- **What to produce**: When a line in the listing contains the string "roads", pick it out and copy it.
--- Excerpted data ---
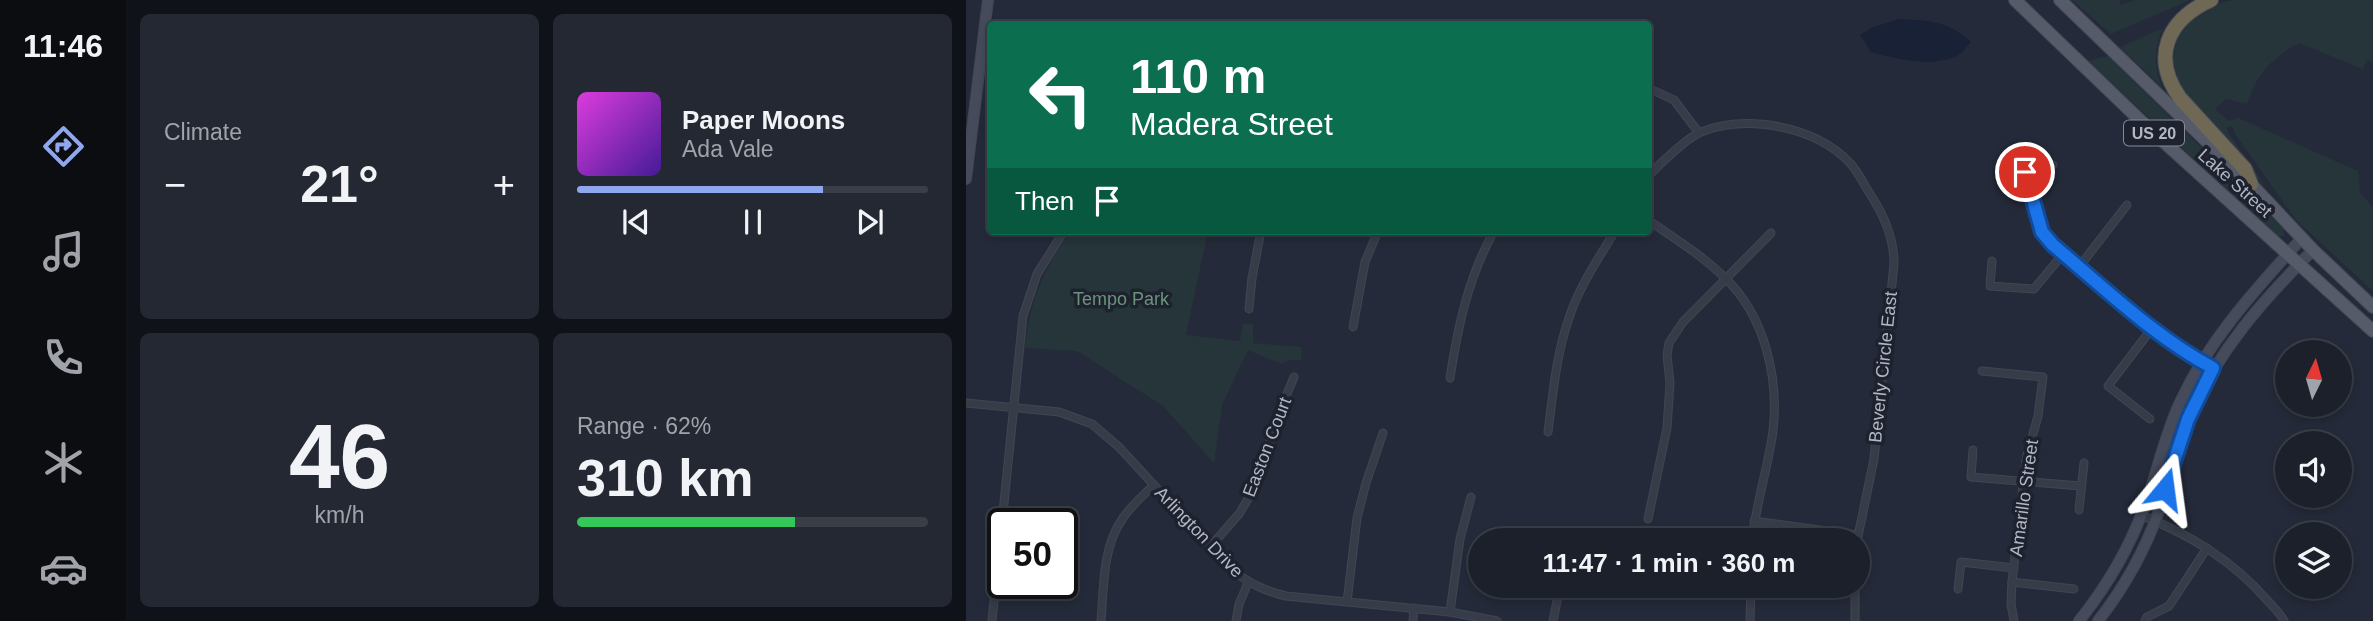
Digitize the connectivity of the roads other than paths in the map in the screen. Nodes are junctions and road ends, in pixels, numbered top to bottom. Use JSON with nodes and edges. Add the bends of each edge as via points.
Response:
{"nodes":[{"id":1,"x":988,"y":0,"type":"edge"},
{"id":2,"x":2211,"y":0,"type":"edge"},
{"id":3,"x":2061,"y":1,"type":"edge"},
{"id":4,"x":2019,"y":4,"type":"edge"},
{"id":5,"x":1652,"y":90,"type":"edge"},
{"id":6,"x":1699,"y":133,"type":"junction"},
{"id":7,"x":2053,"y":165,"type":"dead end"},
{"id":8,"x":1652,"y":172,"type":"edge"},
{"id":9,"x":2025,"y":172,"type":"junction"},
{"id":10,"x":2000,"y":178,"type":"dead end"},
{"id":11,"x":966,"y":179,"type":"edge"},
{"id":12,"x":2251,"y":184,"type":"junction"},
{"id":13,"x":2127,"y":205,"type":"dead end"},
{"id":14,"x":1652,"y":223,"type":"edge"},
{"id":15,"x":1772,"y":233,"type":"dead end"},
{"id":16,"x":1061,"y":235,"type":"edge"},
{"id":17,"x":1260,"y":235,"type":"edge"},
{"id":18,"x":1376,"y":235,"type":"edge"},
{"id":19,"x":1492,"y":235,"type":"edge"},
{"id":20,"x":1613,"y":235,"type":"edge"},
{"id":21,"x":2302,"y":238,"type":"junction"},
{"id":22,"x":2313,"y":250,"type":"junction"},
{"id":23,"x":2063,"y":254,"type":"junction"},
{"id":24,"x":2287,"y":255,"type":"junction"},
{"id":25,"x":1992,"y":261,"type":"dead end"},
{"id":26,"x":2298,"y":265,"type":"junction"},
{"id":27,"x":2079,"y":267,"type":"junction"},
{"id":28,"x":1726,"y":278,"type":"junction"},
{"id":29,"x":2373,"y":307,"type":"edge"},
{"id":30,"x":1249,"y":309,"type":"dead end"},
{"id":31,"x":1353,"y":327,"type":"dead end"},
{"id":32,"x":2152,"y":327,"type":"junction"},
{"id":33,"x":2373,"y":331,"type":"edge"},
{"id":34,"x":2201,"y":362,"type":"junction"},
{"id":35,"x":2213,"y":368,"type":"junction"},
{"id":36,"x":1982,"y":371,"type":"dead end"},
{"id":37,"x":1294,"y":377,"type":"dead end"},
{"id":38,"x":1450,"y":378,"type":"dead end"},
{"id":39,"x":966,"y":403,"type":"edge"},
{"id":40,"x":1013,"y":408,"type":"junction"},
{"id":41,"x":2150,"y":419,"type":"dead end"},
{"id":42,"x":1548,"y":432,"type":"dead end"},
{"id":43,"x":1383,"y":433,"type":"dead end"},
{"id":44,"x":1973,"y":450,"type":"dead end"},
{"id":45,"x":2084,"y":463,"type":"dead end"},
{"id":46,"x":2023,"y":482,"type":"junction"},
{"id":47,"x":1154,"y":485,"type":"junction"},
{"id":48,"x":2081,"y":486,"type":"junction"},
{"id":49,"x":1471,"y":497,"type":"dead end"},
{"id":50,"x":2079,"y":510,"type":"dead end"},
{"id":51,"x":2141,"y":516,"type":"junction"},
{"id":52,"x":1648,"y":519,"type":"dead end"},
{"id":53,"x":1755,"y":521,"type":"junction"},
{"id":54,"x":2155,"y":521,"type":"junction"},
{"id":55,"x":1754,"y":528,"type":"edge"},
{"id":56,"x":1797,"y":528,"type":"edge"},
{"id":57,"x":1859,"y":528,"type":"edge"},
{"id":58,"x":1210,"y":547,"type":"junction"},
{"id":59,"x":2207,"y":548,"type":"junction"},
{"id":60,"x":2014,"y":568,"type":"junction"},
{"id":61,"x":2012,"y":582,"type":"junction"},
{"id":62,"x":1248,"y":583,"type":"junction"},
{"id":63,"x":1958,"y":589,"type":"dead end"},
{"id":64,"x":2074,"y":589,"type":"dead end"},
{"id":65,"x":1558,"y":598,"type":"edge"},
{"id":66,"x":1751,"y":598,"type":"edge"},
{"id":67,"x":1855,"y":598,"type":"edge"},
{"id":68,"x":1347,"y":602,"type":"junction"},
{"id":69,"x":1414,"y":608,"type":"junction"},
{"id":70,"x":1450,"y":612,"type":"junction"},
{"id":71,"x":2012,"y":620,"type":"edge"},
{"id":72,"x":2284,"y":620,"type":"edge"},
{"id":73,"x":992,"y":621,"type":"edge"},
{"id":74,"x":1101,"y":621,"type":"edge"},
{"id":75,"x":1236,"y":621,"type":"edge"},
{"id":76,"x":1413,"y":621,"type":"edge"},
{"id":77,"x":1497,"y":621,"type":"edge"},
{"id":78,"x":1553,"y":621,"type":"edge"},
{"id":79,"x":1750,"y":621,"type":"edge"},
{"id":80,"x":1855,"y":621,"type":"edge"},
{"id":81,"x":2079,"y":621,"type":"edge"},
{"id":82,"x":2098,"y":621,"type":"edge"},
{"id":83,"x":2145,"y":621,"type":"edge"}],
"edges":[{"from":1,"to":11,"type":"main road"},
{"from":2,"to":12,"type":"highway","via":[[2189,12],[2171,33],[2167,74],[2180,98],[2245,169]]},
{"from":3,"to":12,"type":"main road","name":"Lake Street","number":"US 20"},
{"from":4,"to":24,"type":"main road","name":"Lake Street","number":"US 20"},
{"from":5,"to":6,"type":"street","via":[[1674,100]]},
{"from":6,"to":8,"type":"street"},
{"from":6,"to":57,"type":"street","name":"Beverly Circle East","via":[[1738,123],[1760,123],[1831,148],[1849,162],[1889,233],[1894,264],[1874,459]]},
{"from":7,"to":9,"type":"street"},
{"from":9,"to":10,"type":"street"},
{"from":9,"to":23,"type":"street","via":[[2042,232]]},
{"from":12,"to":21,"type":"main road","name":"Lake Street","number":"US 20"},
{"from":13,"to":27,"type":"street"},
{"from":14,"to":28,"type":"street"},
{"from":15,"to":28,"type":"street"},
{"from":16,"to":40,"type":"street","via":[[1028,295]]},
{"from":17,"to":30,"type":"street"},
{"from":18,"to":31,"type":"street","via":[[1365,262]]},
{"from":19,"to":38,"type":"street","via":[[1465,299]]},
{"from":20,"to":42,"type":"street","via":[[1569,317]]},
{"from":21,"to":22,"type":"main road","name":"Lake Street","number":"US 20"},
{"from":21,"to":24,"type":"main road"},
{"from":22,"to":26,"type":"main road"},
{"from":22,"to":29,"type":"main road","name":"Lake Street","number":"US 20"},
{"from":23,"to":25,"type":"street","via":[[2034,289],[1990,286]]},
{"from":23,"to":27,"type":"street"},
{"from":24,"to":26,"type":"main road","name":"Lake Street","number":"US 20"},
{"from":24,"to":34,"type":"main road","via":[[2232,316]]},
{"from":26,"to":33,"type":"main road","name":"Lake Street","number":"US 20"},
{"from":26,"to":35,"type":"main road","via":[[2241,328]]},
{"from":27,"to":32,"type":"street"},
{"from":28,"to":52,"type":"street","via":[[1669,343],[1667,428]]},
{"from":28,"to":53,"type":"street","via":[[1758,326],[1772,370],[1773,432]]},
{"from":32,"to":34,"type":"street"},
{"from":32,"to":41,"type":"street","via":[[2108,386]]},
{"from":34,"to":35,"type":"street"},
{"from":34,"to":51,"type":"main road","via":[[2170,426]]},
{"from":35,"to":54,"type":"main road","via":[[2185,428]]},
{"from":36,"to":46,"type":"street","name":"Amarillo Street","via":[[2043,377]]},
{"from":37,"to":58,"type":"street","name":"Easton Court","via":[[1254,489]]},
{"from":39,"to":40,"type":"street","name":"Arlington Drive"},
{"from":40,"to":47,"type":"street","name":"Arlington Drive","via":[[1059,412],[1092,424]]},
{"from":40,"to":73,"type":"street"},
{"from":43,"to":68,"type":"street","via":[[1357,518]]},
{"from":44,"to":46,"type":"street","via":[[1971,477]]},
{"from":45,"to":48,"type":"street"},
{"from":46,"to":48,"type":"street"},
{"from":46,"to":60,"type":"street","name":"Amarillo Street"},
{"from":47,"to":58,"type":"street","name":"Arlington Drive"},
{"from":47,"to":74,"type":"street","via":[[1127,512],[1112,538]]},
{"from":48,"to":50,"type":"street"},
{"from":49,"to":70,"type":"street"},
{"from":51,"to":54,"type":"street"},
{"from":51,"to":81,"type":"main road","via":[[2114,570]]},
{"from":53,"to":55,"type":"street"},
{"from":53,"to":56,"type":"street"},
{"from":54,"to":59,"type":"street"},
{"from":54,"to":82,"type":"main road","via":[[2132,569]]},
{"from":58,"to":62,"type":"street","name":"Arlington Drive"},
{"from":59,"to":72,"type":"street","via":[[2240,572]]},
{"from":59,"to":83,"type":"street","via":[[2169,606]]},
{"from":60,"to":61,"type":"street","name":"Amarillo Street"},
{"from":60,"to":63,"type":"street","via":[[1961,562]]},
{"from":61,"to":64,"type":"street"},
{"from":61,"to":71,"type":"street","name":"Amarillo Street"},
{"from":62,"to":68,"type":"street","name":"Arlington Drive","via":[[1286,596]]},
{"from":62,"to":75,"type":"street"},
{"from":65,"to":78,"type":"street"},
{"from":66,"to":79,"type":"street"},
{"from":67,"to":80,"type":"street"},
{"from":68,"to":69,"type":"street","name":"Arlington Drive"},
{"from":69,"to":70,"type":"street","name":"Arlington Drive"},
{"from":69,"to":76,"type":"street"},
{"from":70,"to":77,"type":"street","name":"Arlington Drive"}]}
---
--- Excerpted data ---
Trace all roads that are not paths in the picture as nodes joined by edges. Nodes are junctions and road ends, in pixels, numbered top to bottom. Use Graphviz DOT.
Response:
---
--- Excerpted data ---
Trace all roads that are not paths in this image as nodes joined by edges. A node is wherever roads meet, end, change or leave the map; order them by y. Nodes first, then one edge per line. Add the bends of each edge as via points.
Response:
---
- **Output**:
Digitize the connectivity of the roads other than paths in the map in the screen. Nodes are junctions and road ends, in pixels, numbered top to bottom. Use JSON with nodes and edges. Add the bends of each edge as via points.
Trace all roads that are not paths in the picture as nodes joined by edges. Nodes are junctions and road ends, in pixels, numbered top to bottom. Use Graphviz DOT.
Trace all roads that are not paths in this image as nodes joined by edges. A node is wherever roads meet, end, change or leave the map; order them by y. Nodes first, then one edge per line. Add the bends of each edge as via points.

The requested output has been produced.